Als Begründung nennt die Polizei, dass Selle Anfang Februar im Auftrag des WDR von einer Protestaktion auf dem Kraftwerksgelände berichtet hat. Das Unternehmen Uniper, das Datteln 4 betreibt, hat darum Anzeige wegen Hausfriedensbruch gestellt; eine Entscheidung darüber ist bisher nicht gefallen. Es sei „davon auszugehen“, dass sie sich „erneut Zutritt zum Gelände des Kraftwerks Datteln 4 verschaffen könnte“, behauptet die Polizei in einer Verfügung, die ihr in dieser Woche zugestellt wurde. Andere MedienvertreterInnen, die ebenfalls bei der Aktion dabei waren, bekamen ähnliche Post.

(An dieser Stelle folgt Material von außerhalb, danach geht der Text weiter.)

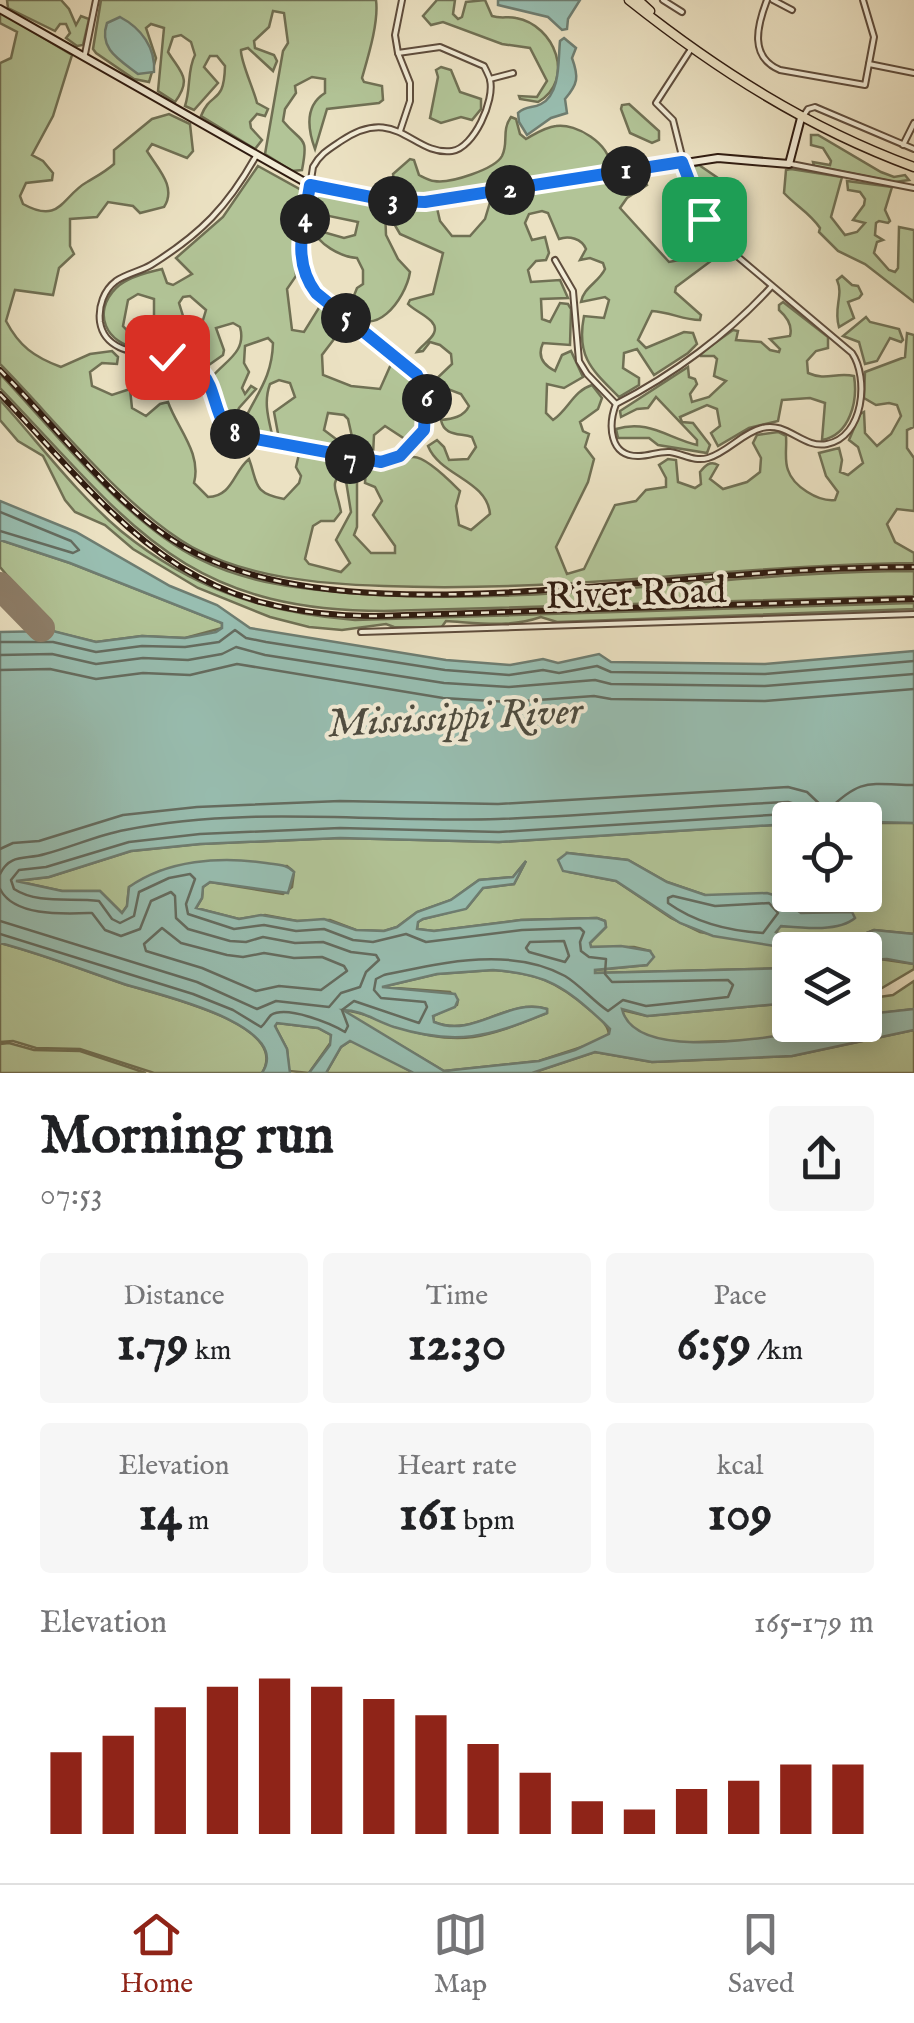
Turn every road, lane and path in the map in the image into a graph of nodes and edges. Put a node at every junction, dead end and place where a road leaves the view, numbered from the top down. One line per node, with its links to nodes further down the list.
1 (96, 0): 14 (street)
2 (402, 0): 13 (street)
3 (629, 0): 11 (main road)
4 (638, 0): 11 (main road)
5 (662, 0): 10 (street)
6 (770, 0): 9 (street); 15 (street)
7 (862, 0): 15 (street)
8 (0, 9): 14 (street)
9 (792, 10)
10 (682, 12)
11 (664, 25): 12 (main road)
12 (692, 48): 19 (main road); 25 (street)
13 (398, 52): 18 (street); 21 (street)
14 (85, 56): 24 (street)
15 (870, 64): 16 (street)
16 (914, 72)
17 (513, 74): 18 (street)
18 (490, 79): 21 (street)
19 (801, 118): 22 (street); 26 (street); 27 (main road)
20 (914, 123): 22 (street)
21 (400, 131): 28 (street)
22 (903, 146): 23 (street)
23 (914, 150)
24 (256, 156): 28 (street); 28 (street)
25 (682, 162): 26 (street); 28 (street); 31 (street)
26 (789, 164): 29 (street)
27 (914, 167)
28 (310, 185)
29 (914, 188)
30 (556, 260): 32 (street)
31 (771, 288): 32 (street); 32 (street)
32 (616, 404)
33 (914, 614): 34 (street, River Road)
34 (361, 632)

Dass die Reporterin durch das Aufenthaltsverbot rund um das Kraftwerk ihrem Beruf nicht nachgehen kann, bestreitet die Polizei. „Es besteht keine Notwendigkeit für Sie, für Ihre Berichterstattung das Gelände zur Erlangung von Informationen zu betreten“, schreibt das Polizeipräsidium Recklinghausen. Denn: „Die Pressestelle der Polizei steht Ihnen außerhalb des Verbotsbereichs für Fragen zur Verfügung.“ Dass seriöse JournalistInnen sich lieber aus erster Hand informieren, scheint man sich dort nicht vorstellen zu können.

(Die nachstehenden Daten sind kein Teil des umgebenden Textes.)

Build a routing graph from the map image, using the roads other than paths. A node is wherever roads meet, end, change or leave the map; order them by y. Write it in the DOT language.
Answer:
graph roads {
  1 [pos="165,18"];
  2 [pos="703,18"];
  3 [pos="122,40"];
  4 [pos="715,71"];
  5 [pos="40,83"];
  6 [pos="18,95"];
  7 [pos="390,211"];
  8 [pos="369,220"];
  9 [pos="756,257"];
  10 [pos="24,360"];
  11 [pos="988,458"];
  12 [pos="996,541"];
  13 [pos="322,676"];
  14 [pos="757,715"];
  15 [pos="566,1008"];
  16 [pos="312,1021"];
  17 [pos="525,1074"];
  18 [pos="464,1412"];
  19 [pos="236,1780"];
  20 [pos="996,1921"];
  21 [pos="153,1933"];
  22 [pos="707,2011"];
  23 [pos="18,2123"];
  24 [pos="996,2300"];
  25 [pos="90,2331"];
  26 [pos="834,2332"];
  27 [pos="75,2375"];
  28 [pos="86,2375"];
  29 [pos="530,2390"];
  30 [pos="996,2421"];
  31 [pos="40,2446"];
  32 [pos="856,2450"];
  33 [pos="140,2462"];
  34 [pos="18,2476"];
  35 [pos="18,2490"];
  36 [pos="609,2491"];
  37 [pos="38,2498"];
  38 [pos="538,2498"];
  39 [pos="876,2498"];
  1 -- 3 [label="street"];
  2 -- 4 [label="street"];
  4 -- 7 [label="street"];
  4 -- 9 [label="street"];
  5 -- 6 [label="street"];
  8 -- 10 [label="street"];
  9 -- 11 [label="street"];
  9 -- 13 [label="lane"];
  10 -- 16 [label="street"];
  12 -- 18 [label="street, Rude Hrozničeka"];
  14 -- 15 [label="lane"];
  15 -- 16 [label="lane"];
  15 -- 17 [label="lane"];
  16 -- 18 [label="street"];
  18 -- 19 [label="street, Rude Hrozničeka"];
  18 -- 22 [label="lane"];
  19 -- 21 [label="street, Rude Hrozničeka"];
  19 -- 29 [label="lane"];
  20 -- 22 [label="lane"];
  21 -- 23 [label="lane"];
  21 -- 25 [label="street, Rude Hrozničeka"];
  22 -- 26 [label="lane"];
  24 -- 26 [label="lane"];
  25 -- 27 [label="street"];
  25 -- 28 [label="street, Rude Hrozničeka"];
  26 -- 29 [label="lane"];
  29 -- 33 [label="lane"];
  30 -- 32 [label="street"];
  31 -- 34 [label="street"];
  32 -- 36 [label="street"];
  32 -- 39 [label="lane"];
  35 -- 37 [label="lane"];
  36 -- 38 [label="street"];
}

Gegen diese massive Beschränkung der Pressefreiheit setzt sich Selle juristisch zur Wehr. „Dass die Polizei mich zu einer ‚Gefahr für die öffentliche Sicherheit‘ erklärt und in die Freiheit der Berichterstattung eingreift, ist völlig inakzeptabel“, sagt sie. Ob eine Entscheidung noch rechtzeitig vor den Protesten fällt, war am Freitag noch offen.

Ein weiterer betroffener Journalist, der Fotograf Björn Kietzmann, hat bereits einen Zwischenerfolg erzielt: Das Verwaltungsgericht Gelsenkirchen setzte sein Aufenthaltsverbot am Donnerstag vorläufig außer Kraft. Das sei erforderlich, um „wesentliche Nachteile“ für den Journalisten zu vermeiden, entschied das Gericht unter ausdrücklichem Verweis auf den Pressefreiheits-Artikels des Grundgesetzes. Eine endgültige Entscheidung fällt zu einem späteren Zeitpunkt.

Als Reaktion auf diese Entscheidung erklärte das Polizeipräsidium Recklinghausen am Freitagnachmittag, dass nun auch alle anderen betroffenen JournalistInnen von den Protesten am Samstag berichten dürfen. Dabei erweckte die Pressestelle den Eindruck, dass dies von Anfang an so vorgesehen war. Dies steht allerdings eindeutig im Widerspruch zum offiziellen Bescheid.